The treatment of the minister, which comes as Ireland faces a standoff with a group of hedge funds over its rescue plan for Anglo Irish Bank, will increase tensions between the country and the debt markets.

Ireland’s finance minister Brian Lenihan ridiculed by City investors
Ireland’s finance minister was publicly ridiculed on an investor call intended to calm fear over the country’s economic woes.

Mr Lenihan had been speaking for less than two minutes on Friday before a mistake by Citigroup meant that the bank’s clients were all able to be heard on the line.

Between 200 and 500 investors are understood to have been on the call, and as they realised their lines were not muted many began to heckle Mr Lenihan.

Some traders began making what one banker on the call described as “chimp sounds”, while another cried out “dive, dive”. A third man said “short Ireland” before adding “why not short Citi too?”

As the call descended into chaos, with one participant heard to say “this is the worst conference call ever”, Citigroup officials shut down the line.

Host Philip Brown, head of public sector debt at Citigroup, restarted the call 20 minutes later, allowing Mr Lenihan to make his address, before answering investors’ questions.

A spokeswoman for Citigroup said there had been some “technical problems” with the call.

The bungled call comes at a tense time for relations between the Irish government and investors, some of whom have been dismayed at what they see as the country’s attempts to dodge its commitment to guarantee the debt of the country’s banking system.

On Friday it emerged that a small group of hedge fund debt investors were threatening to take Ireland to court if it pushed ahead with moves to impose so-called “haircuts” – or writedowns – on the value of their holdings in Anglo debt.

The group, which is thought to number no more than six funds, say they could force a default of Anglo, which would have catastrophic consequences for Ireland’s already hugely stretched public finances.

On the call, Mr Lenihan is understood to have offered some concessions to bond investors, saying the government had not “ruled out” making a market offer for their debt in Anglo, as well as other banks.

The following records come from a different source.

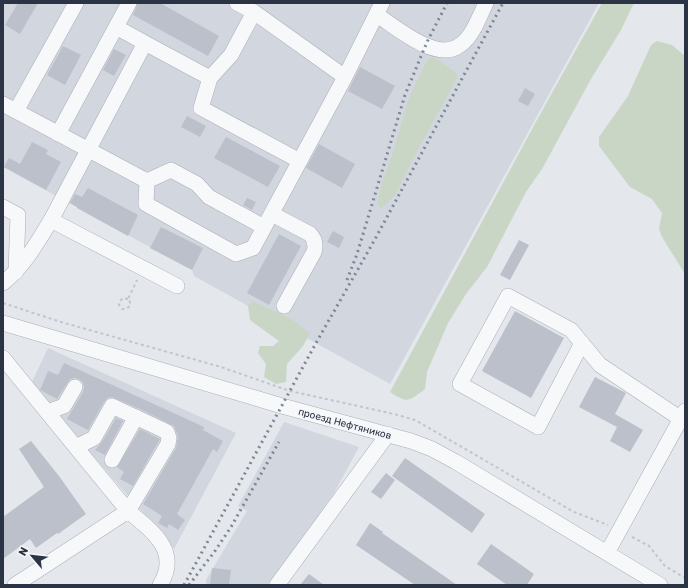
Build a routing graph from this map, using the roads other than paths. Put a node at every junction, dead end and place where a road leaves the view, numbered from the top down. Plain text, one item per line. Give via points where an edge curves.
1 (76, 3) edge
2 (129, 3) edge
3 (237, 3) edge
4 (486, 3) edge
5 (380, 9) edge
6 (254, 12) junction
7 (116, 27) junction
8 (145, 42) junction
9 (346, 77) junction
10 (210, 78) junction
11 (9, 107) edge
12 (58, 134) junction
13 (88, 150) junction
14 (300, 161) junction
15 (147, 181) junction
16 (3, 207) edge
17 (51, 220) junction
18 (268, 220) junction
19 (16, 272) junction
20 (3, 283) edge
21 (177, 286) dead end
22 (284, 306) dead end
23 (3, 323) edge
24 (582, 343) junction
25 (4, 360) edge
26 (75, 387) dead end
27 (47, 412) junction
28 (683, 415) edge
29 (136, 417) junction
30 (388, 434) junction
31 (76, 447) junction
32 (112, 460) dead end
33 (128, 511) junction
34 (607, 553) junction
35 (14, 585) edge
36 (160, 585) edge
37 (277, 585) edge
38 (660, 585) edge

1 - 11 street
2 - 7 street
3 - 6 street
4 - 5 street via 464,41 459,46 447,50 436,49 419,42
5 - 9 street
6 - 9 street
6 - 10 street via 231,55
7 - 8 street
7 - 12 street
8 - 10 street
8 - 13 street
9 - 14 street
10 - 14 street via 201,108
11 - 12 street
12 - 13 street
13 - 15 street
13 - 17 street
14 - 18 street
15 - 18 street via 171,170 197,184 209,196
15 - 18 street via 146,204 236,254 253,248
16 - 19 street via 18,215
17 - 19 street
17 - 21 street
18 - 22 street via 310,234 315,242 314,252
19 - 20 street
23 - 30 street, проезд Нефтяников via 282,406
24 - 24 street via 571,330 508,296 460,384 538,427
24 - 28 street via 600,365
25 - 27 street
26 - 27 street via 64,406
27 - 31 street
28 - 34 street
29 - 31 street via 112,406 94,438
29 - 32 street
29 - 33 street via 161,428 167,432 169,438 168,444
30 - 34 street, проезд Нефтяников via 456,462
30 - 37 street
31 - 33 street
33 - 35 street
33 - 36 street via 162,542 168,567
34 - 38 street, проезд Нефтяников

In what would be a hardening of Ireland’s stance, Mr Lenihan is understood to have said the authorities would consider “market suspensions” in future, meaning the government could order the closure of bond and equity trading if it thought the market was threatening the country’s financial stability.

Mr Lenihan’s call with investors was intended to begin the process of calming their fears over how this will be cut, however it is unclear how many were convinced by what he had to say.

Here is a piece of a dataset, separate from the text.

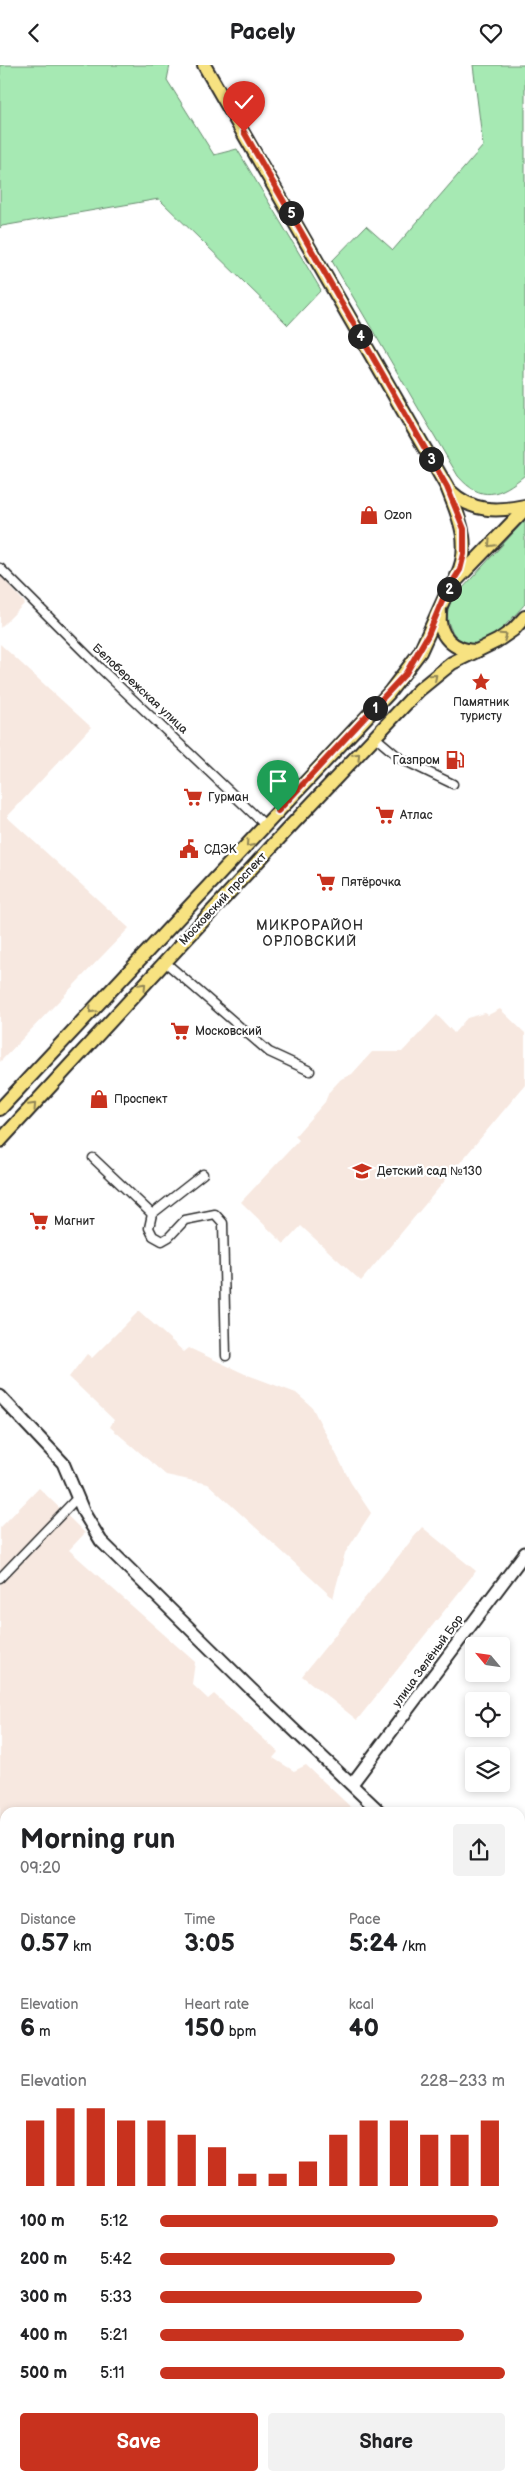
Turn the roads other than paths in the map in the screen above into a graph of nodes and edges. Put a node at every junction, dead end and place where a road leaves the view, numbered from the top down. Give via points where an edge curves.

“The call was a farce and as far as I’m concerned this is just another part of the mess Ireland has got itself into,” said one participant in the call.

On Thursday, Ireland announced a new series of bail-out measures for its largest banks and said it would present a four-year budget plan in November to lay out how the budget deficit will be cut

I’m sure Citi’s PR gurus will soon have us believe it was Citi being heckled for the ‘technical problems’ on the call, and not our dear sainted minister being got at. That’s what PR gurus are paid for – to make us believe one thing when something totally different happened in reality.

@ Joesph,

Well I’m not sure if Citi’s PR Guru’s want us to belive that it was a glitch in the conference call.

When something as embarrassing as this happens something has to be said to explain it, calm the waters so to speak.

It was a bit stupid of Citi to arrange a conference call which was two way instead of 1 way communication.

As we both know what Citi’s PR gurus actually say is irrelevant.

What is relevant is the hostility which was present against our Minister for Finance by some of these people. When it comes down to money, Ireland may find that it has very few friends in the world.